昭和10年発行/温い冬の家庭料理
サクサク順調に料理本を紹介していった私のマガジン「まるのつかない日は料理本デー」が停滞してから、すでに3ヶ月近くが経過しております。申し訳ない。しかしこの度やっとその理由がわかったので、状況を説明しつつ、先へ進もうかと思います。お待たせしました。
私は文章を「読んでいる」のではなく「見ている」のだと思う。そして字面がパッと見えないことに、ひどく弱い。いい例が飲食店のメニューだ。特にテーブルにひとつしかメニューがなく、連れと向かい合わせで座っている場合、相手が先にメニューを見始めたらもうアウトだ。しばらくはメニューを検討することができない。
なぜかというと、逆さまの文字が読めないからだ。読めないというより、文字として認識できないと言った方がいいかもしれない。たまに「一緒にメニュー見よう?」と2人の真ん中にメニューを置き、お互いが90度に首を傾げて見るようにしてくれる場合もあるが、それとて同じ。横からの文字も、私には読むことができないのだ。

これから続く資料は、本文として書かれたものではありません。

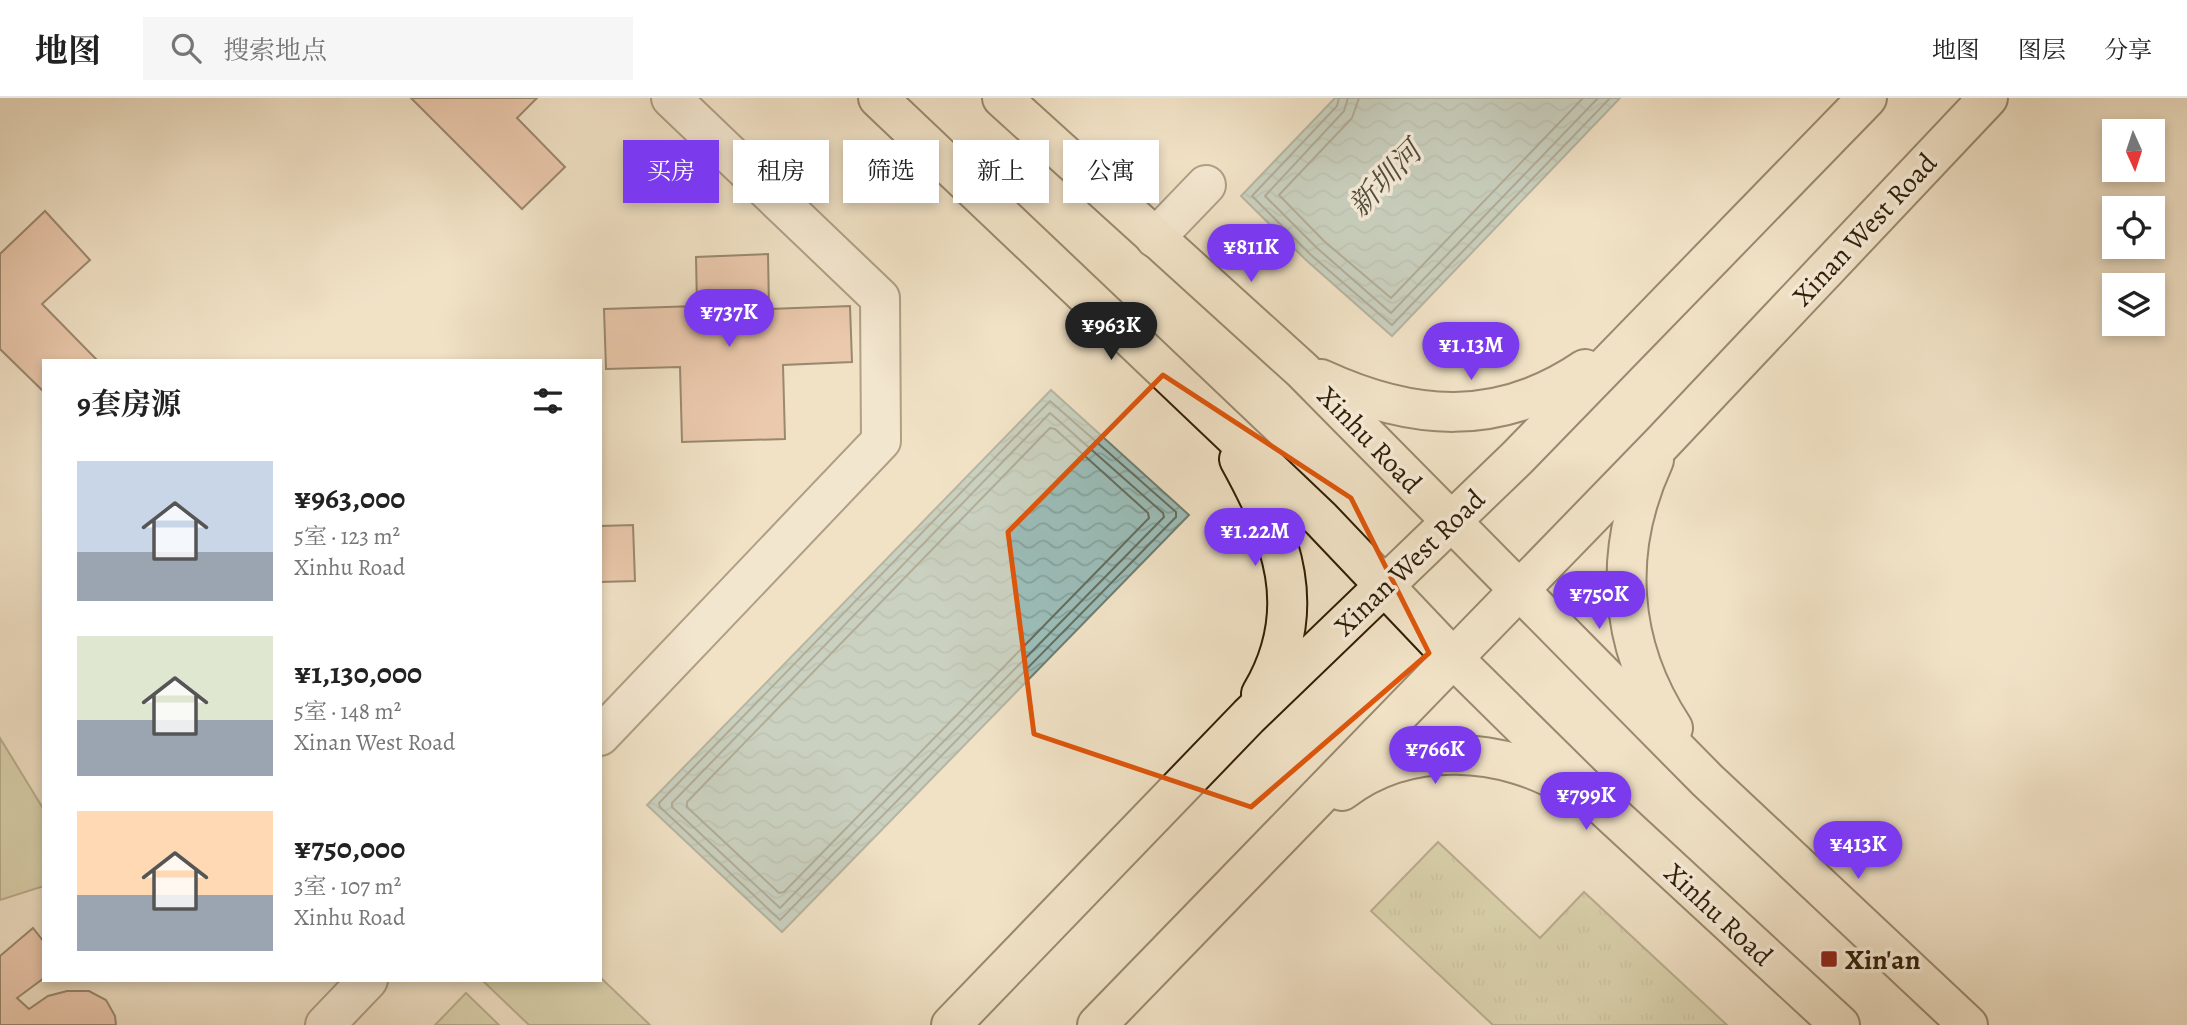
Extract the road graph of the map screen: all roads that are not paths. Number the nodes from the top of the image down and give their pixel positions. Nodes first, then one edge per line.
1 (671, 98) edge
2 (878, 98) edge
3 (1002, 98) edge
4 (1867, 98) edge
5 (1988, 98) edge
6 (1206, 185) dead end
7 (1155, 237) junction
8 (1633, 337) junction
9 (1302, 370) junction
10 (1220, 426) junction
11 (1663, 442) junction
12 (1451, 522) junction
13 (1384, 587) junction
14 (1518, 591) junction
15 (1453, 658) junction
16 (1249, 716) junction
17 (602, 734) edge
18 (1706, 780) junction
19 (1607, 810) junction
20 (1274, 844) junction
21 (366, 982) edge
22 (325, 1025) edge
23 (951, 1025) edge
24 (1097, 1025) edge
25 (1840, 1025) edge
26 (1968, 1025) edge

1 - 17 lane
2 - 10 main road, Xinhu Road
3 - 7 main road, Xinhu Road
4 - 8 main road, Xinan West Road
5 - 11 main road, Xinan West Road
6 - 7 lane
7 - 9 main road, Xinhu Road
8 - 9 main road
8 - 12 main road, Xinan West Road
9 - 12 main road, Xinhu Road
10 - 13 main road, Xinhu Road
10 - 16 main road
11 - 14 main road, Xinan West Road
11 - 18 main road
12 - 13 main road, Xinan West Road
12 - 14 main road, Xinhu Road
13 - 15 main road, Xinhu Road
13 - 16 main road, Xinan West Road
14 - 15 main road, Xinan West Road
14 - 18 main road, Xinhu Road
15 - 19 main road, Xinhu Road
15 - 20 main road, Xinan West Road
16 - 23 main road, Xinan West Road
18 - 26 main road, Xinhu Road
19 - 20 main road
19 - 25 main road, Xinhu Road
20 - 24 main road, Xinan West Road
21 - 22 lane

また素晴らしい達筆や、愉快な悪筆も同じく読むことができない。街を歩いていて「わ、オシャレな店ができてる! どんなメニュー出してるんだろ」と近寄った先にあるスタッフ手書きのランチメニュー表などドキドキする。どう推理しても値段すら分からないこともあるからだ。「くるり」ってなんだ、唐突にバンドの話か? と思ったら「例」だったこともある。
本書に関して言えば、印刷物であるからちゃんとした活字であって悪筆ではない。そして漢字だけならまだいつものように、パッと見ただけで読み進めることができなくもない。字が小さいとか、ページの色合いが目に優しくないとかはあるけど、読めなくはない。
ただ、旧仮名遣いのふりがなが激しく邪魔をするのだ。自分が思う読みと違う文字が隣にあるだけで脳がいちいち戸惑う。「雑炊」の横に「ざふすゐ」とあるだけで、いちいち突っかかる。熱湯(ねつたう)、醤油(しやうゆ)、砂糖(さたう)一合(いちがふ)、その都度、その都度、立ち止まってしまう。ちなみにホウボウは「はうぼう」である。横書きだと右から書かれているので「うぼうは」である。ぱっと見「ウハウハ」である。他にも「びはあ」や「りさあ」などあって、すんなり読むことができない。なので面白いことを探せない。それが停滞の原因だ。
さらにこの本には、古い白粉の香りが染み込みすぎている。おそらく化粧品やら着物やらと同じタンスにしまわれていたのだろう。おばあちゃんの大事箱に入っていたのだろう。だがそのせいで、ページをめくるたびに女の怨念がふわりふわりと鼻先をかすめ、六条御息所に呪われているような気持ちになってしまうのである。妄想しすぎだとは思うが、かなり苦手な匂いなのだ。そんなこんなで本を手に取ることすら億劫になっていった。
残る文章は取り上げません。